### [WORK TASK]
Below is a block of records; return all of them exactly, but without the images.

=== EXERCISE MATERIALS ===

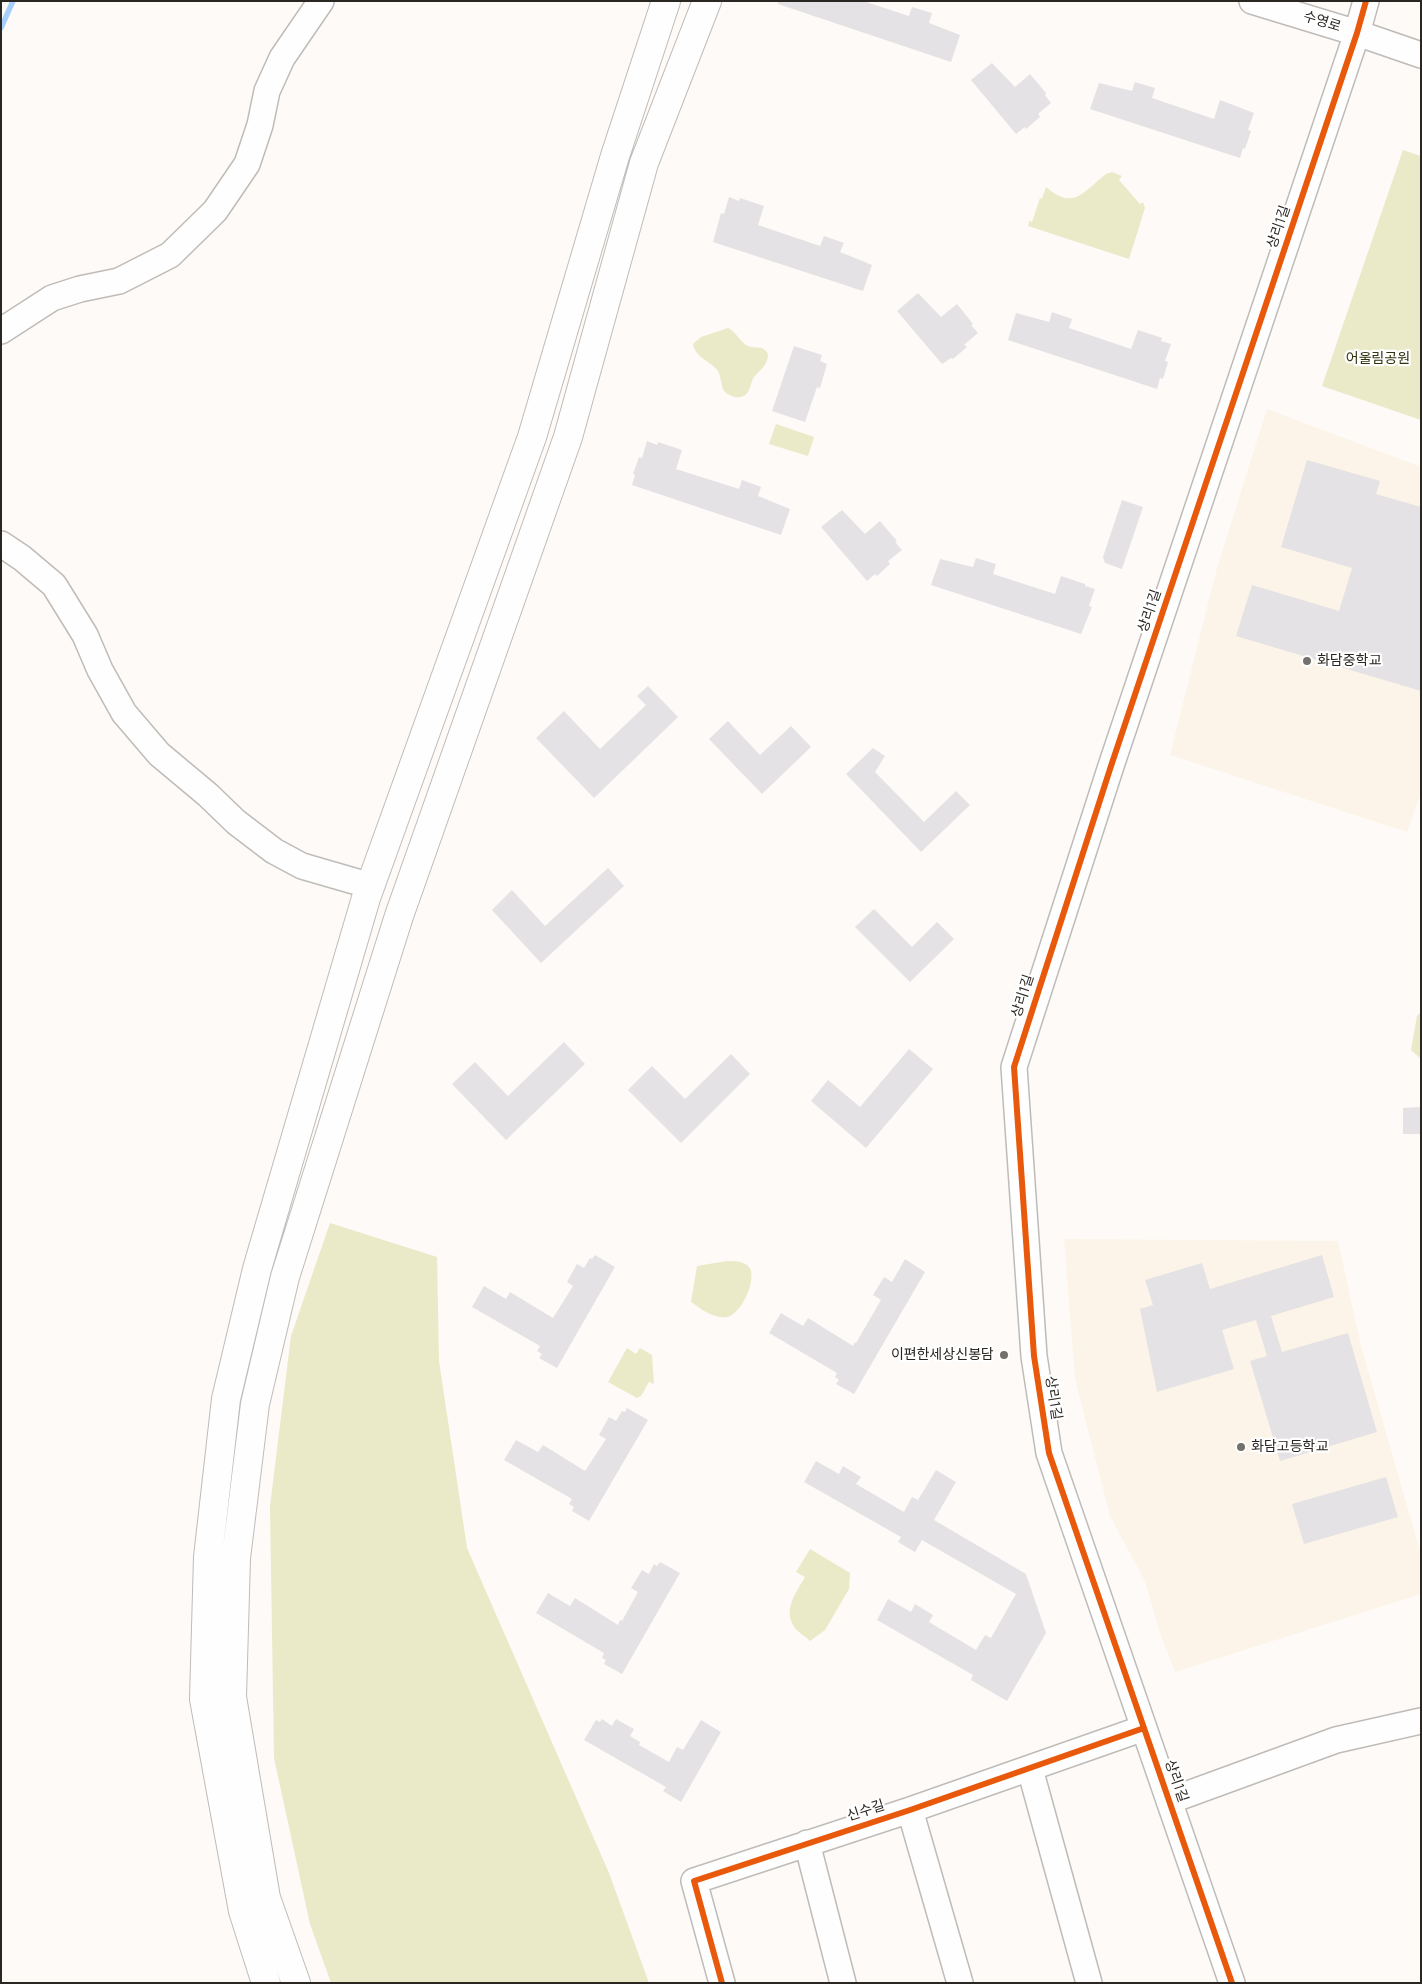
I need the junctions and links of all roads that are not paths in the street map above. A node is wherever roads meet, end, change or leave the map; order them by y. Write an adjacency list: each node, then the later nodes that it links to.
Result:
1 (321, 1): 8 (street)
2 (666, 1): 10 (main road)
3 (707, 1): 18 (main road)
4 (1252, 1): 6 (street, 수영로)
5 (1366, 1): 6 (street, 상리1길)
6 (1357, 33): 7 (street, 수영로); 12 (street, 상리1길)
7 (1421, 55)
8 (1, 331)
9 (1, 544): 10 (street)
10 (370, 886): 17 (main road)
11 (1421, 1720): 14 (street)
12 (1144, 1728): 13 (street, 신수길); 14 (street, 상리1길)
13 (1030, 1769): 15 (street, 신수길); 22 (street)
14 (1169, 1800): 23 (street, 상리1길)
15 (910, 1810): 16 (street, 신수길); 21 (street)
16 (807, 1843): 19 (street, 신수길); 20 (street)
17 (266, 1983)
18 (296, 1983)
19 (722, 1983)
20 (844, 1983)
21 (960, 1983)
22 (1089, 1983)
23 (1232, 1983)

===

### [RESPONSE TO THE TASK]
I need the junctions and links of all roads that are not paths in the street map above. A node is wherever roads meet, end, change or leave the map; order them by y. Write an adjacency list: each node, then the later nodes that it links to.
Result:
1 (321, 1): 8 (street)
2 (666, 1): 10 (main road)
3 (707, 1): 18 (main road)
4 (1252, 1): 6 (street, 수영로)
5 (1366, 1): 6 (street, 상리1길)
6 (1357, 33): 7 (street, 수영로); 12 (street, 상리1길)
7 (1421, 55)
8 (1, 331)
9 (1, 544): 10 (street)
10 (370, 886): 17 (main road)
11 (1421, 1720): 14 (street)
12 (1144, 1728): 13 (street, 신수길); 14 (street, 상리1길)
13 (1030, 1769): 15 (street, 신수길); 22 (street)
14 (1169, 1800): 23 (street, 상리1길)
15 (910, 1810): 16 (street, 신수길); 21 (street)
16 (807, 1843): 19 (street, 신수길); 20 (street)
17 (266, 1983)
18 (296, 1983)
19 (722, 1983)
20 (844, 1983)
21 (960, 1983)
22 (1089, 1983)
23 (1232, 1983)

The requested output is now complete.